Eai guys, já estamos na reta final dessa história, hm? Oq estao achando?

Esse capítulo é polêmico em vários sentidos, espero que gostem, meus diabinhos.

Boa leitura

Capítulo 10 - Capítulo Nove


Eu tinha roupas contadas e organizadas. As camisetas, as blusas de frio e calças.

As camisetas eram separadas pelos dias da semana e concordando com os dias de lavar a roupa. De quinta a domingo eu usava branco e cores mais claras, segunda a quarta eram os tons escuros. 

Seul, Coreia do Sul

Sábado, dia 8 de abril de 2017, 20h07min51s

Eu lia, lia e relia, mas a minha mente voava para outros cantos. Aquele livro numa época passada da minha vida, talvez no final de 2016, eu estaria completamente entretido e feliz. Eu leria com um sorriso no rosto, faria um resumo maravilhoso com duas canetas e minha régua de metal maravilhosa e continuaria relaxado.

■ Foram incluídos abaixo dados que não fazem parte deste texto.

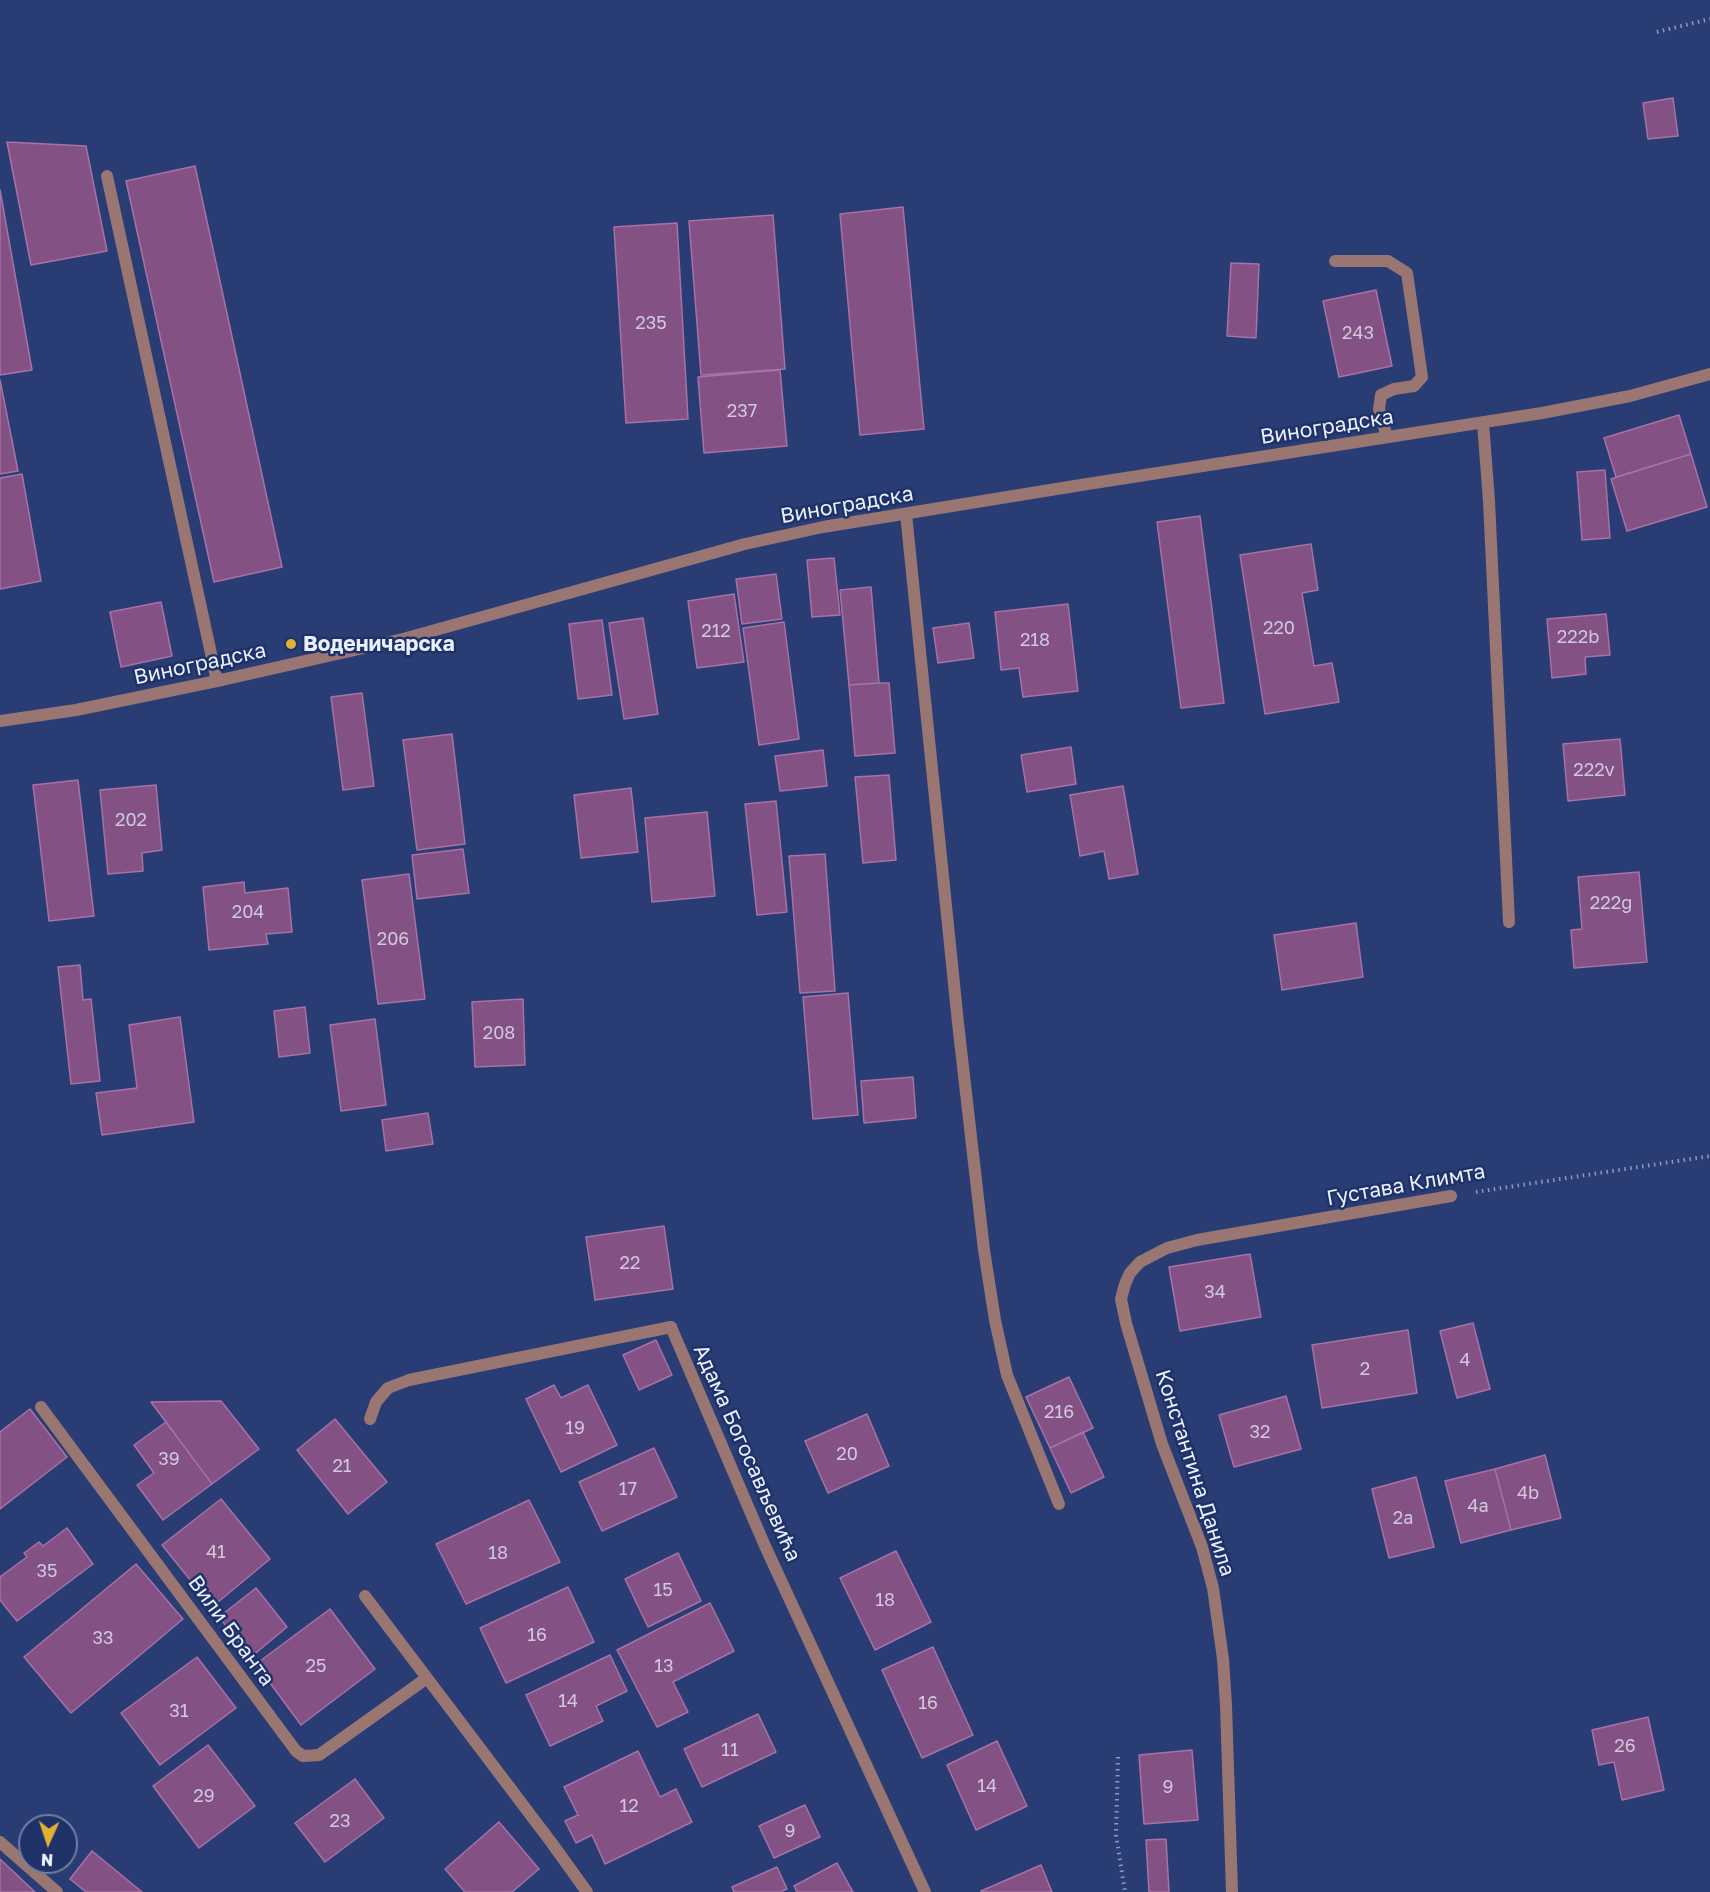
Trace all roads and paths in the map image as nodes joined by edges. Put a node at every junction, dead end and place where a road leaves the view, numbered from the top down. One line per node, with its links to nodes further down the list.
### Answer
1 (1710, 19): 2 (path)
2 (1657, 32)
3 (107, 176): 9 (street)
4 (1335, 261): 7 (street)
5 (1710, 374): 6 (street, Виноградска)
6 (1483, 423): 7 (street, Виноградска); 11 (street)
7 (1387, 437): 8 (street, Виноградска)
8 (906, 514): 9 (street, Виноградска); 17 (street)
9 (218, 681): 10 (street, Виноградска)
10 (0, 721)
11 (1509, 922)
12 (1710, 1156): 13 (path, Густава Климта)
13 (1451, 1196): 14 (street, Густава Климта)
14 (1125, 1284): 26 (street, Константина Данила)
15 (40, 1407): 19 (street, Вили Бранта)
16 (370, 1419): 24 (street, Адама Богосављевића)
17 (1059, 1504)
18 (365, 1596): 19 (street)
19 (427, 1678): 23 (street)
20 (1118, 1757): 25 (path)
21 (0, 1842): 22 (street)
22 (57, 1892)
23 (587, 1892)
24 (925, 1892)
25 (1125, 1892)
26 (1232, 1892)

Só que isso é primavera de 2017 e mesmo sendo próximo um do outro, muitas coisas mudaram. 

Quando cheguei em casa ontem e liguei completamente angustiado, chateado e cansado para minha mãe, ainda tive que escutar um discurso de 5min08s de que eu tinha mudado muito, me dispersado com as novas amizades e ela tinha certeza que eu virei amigo do Baekhyun. Eu deveria me esforçar nas minhas atividades diárias, minha faculdade, para fazer meu estágio, procurar algum emprego em Bucheon e voltar assim que tudo terminasse; não havia motivo algum de manter amizades e me distrair com isso. Mamãe sempre esteve certa, não seria agora que as coisas mudariam, ela queria o meu melhor, sempre quis.

Proteger, eu tinha que me proteger das pessoas e também tinha que prestar atenção na minha apostila para estudar nesse final de semana. Eu tinha que esquecer das coisas, do Byun, Kim, Do e das cartas... Aish, essas cartas.

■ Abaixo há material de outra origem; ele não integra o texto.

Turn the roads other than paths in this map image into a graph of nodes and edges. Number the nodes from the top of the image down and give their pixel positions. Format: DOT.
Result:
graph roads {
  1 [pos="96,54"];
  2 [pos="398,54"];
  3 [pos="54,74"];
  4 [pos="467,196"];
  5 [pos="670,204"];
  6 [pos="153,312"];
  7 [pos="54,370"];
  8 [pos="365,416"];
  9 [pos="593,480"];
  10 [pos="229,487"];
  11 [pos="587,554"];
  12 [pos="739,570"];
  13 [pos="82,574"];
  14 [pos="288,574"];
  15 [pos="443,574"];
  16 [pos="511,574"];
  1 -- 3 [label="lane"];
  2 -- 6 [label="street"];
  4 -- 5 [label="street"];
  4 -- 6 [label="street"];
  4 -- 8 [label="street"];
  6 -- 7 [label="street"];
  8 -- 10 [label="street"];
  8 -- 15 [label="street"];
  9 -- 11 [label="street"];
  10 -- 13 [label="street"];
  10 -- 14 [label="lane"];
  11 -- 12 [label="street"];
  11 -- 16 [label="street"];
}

Onde minha investigação tinha chegado? Onde a pessoa que me mandaria uma carta por semana estava? Essa semana eu não recebi nada, o que aconteceu? No que Baekhyun e JongDae ajudaram? 

Nada, absolutamente nada. Tudo tinha resultado num grande vazio, eu já não sabia mais o que deveria fazer, se fosse para fazer. Sei lá, era frustrante, eu me sentia, de certa forma, mal. Ok, com ela veio o JongDae, eu consegui pensar de uma forma mais liberal com as coisas, descobri que eu beijei dois homens e que talvez as coisas continuarão dessa forma... Mas ainda era uma coisa que irritava.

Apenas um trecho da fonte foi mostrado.